Would you count the lines in the entries below that contain "Jalan"? Reply with the number only.
═════ Records supplied ═════
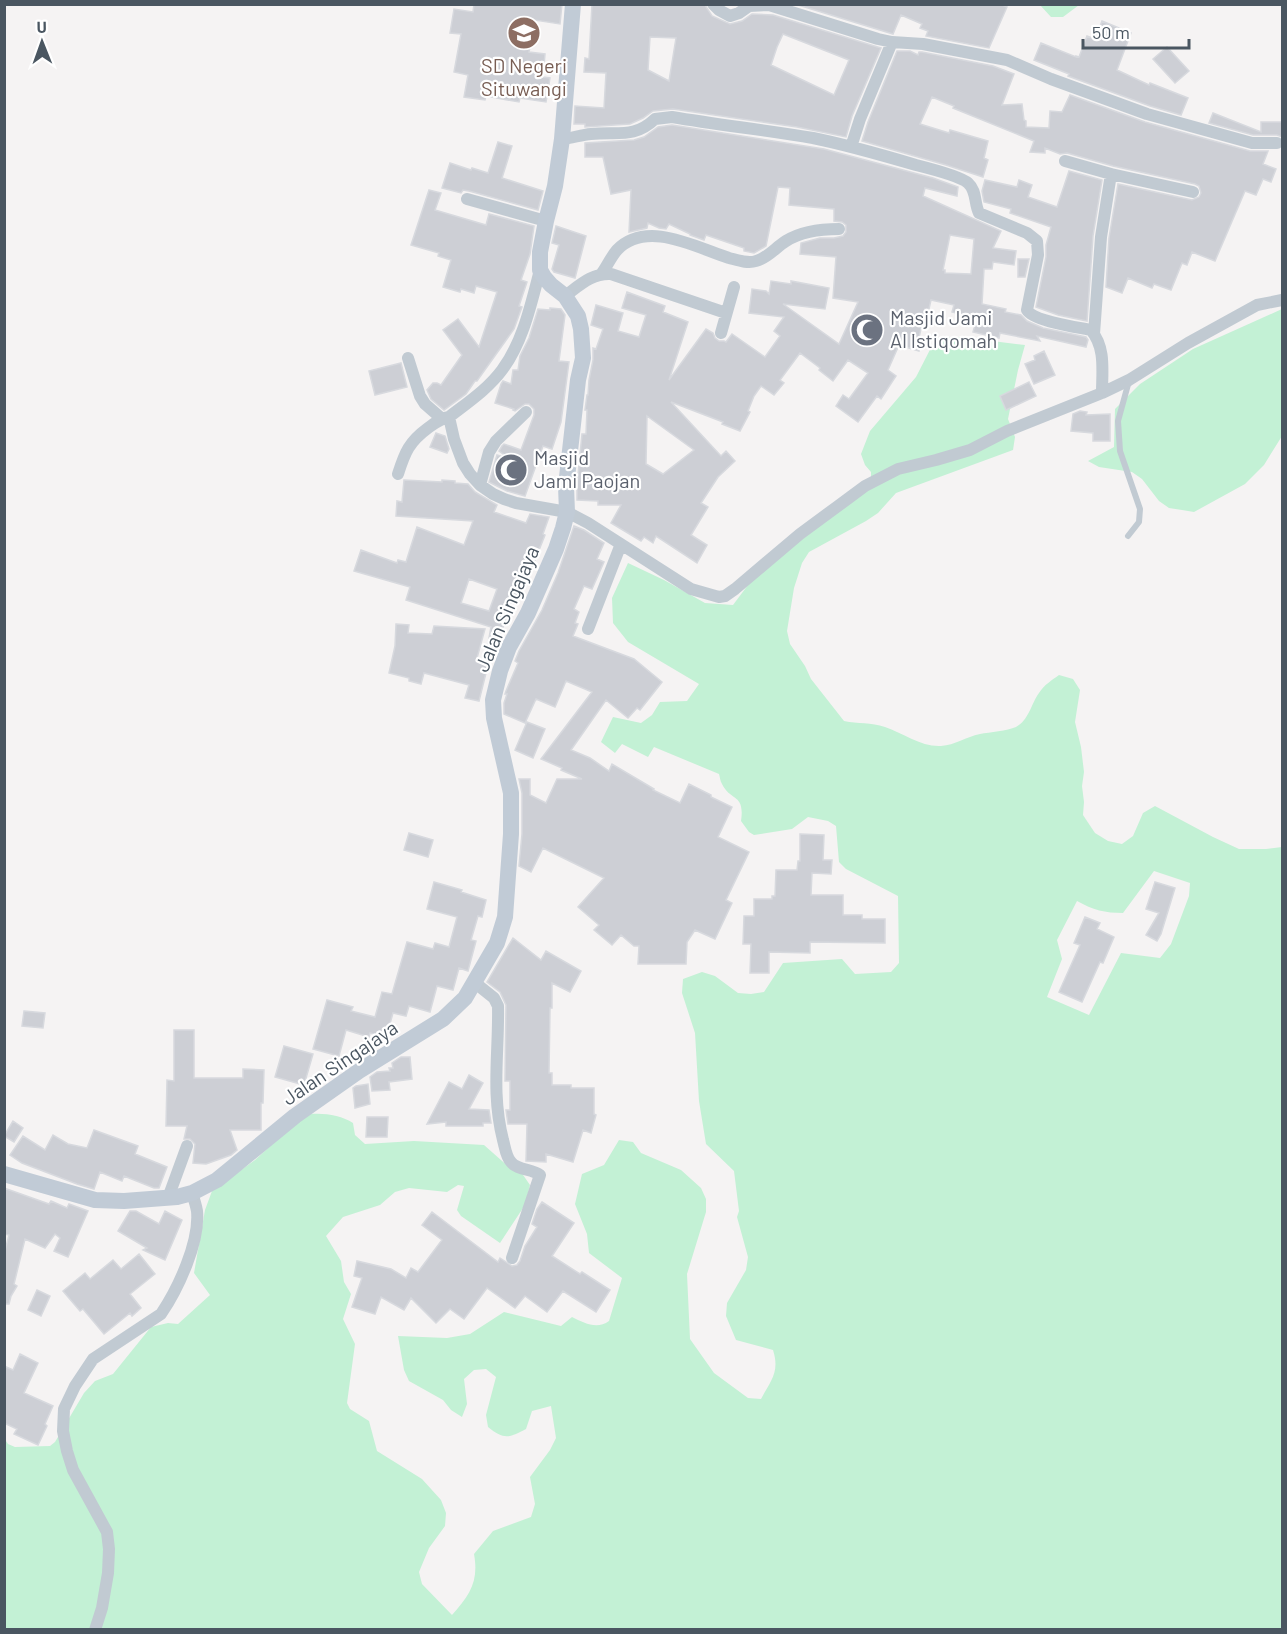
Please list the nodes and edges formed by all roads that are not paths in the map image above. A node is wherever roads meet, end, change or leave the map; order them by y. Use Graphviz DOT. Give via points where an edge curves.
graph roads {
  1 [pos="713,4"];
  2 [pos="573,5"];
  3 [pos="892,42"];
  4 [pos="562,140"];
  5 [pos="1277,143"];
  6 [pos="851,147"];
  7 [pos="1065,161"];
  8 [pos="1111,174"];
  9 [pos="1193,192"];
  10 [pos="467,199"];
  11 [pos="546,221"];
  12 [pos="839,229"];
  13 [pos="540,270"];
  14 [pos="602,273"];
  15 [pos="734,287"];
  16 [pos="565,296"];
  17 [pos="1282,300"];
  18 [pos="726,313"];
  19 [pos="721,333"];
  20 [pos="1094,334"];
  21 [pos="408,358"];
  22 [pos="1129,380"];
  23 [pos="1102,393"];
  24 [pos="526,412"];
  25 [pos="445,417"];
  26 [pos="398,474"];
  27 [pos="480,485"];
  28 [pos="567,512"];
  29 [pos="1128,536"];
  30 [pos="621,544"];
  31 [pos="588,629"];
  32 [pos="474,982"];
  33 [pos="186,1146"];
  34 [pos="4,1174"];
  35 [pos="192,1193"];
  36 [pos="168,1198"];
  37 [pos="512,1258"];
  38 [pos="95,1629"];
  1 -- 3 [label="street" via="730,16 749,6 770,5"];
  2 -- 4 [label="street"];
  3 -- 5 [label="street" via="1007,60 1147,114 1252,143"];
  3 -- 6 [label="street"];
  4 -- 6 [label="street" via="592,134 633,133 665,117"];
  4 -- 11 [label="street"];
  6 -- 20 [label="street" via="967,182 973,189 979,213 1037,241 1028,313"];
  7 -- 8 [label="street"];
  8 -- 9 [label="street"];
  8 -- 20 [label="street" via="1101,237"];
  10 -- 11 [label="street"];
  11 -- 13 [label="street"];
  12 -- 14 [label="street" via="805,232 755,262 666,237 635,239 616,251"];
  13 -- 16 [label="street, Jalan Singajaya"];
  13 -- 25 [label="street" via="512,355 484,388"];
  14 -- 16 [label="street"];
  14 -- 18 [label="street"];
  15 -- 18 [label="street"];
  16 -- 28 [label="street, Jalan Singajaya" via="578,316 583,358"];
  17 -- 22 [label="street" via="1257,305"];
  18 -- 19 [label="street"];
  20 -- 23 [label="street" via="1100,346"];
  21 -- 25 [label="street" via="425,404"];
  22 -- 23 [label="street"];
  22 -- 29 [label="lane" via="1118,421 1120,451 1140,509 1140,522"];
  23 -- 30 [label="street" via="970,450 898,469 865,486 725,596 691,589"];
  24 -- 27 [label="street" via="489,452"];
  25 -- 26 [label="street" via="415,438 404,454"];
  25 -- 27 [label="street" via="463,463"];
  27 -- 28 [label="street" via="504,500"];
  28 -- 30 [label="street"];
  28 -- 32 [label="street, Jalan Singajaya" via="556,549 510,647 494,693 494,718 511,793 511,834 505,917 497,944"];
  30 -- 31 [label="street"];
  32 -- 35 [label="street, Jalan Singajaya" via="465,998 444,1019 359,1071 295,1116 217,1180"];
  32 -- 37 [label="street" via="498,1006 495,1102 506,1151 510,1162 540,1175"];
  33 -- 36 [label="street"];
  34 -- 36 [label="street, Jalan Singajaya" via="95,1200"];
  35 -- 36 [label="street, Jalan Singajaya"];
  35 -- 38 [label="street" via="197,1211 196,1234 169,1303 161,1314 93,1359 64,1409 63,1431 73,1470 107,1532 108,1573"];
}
═════
• Completed task:
6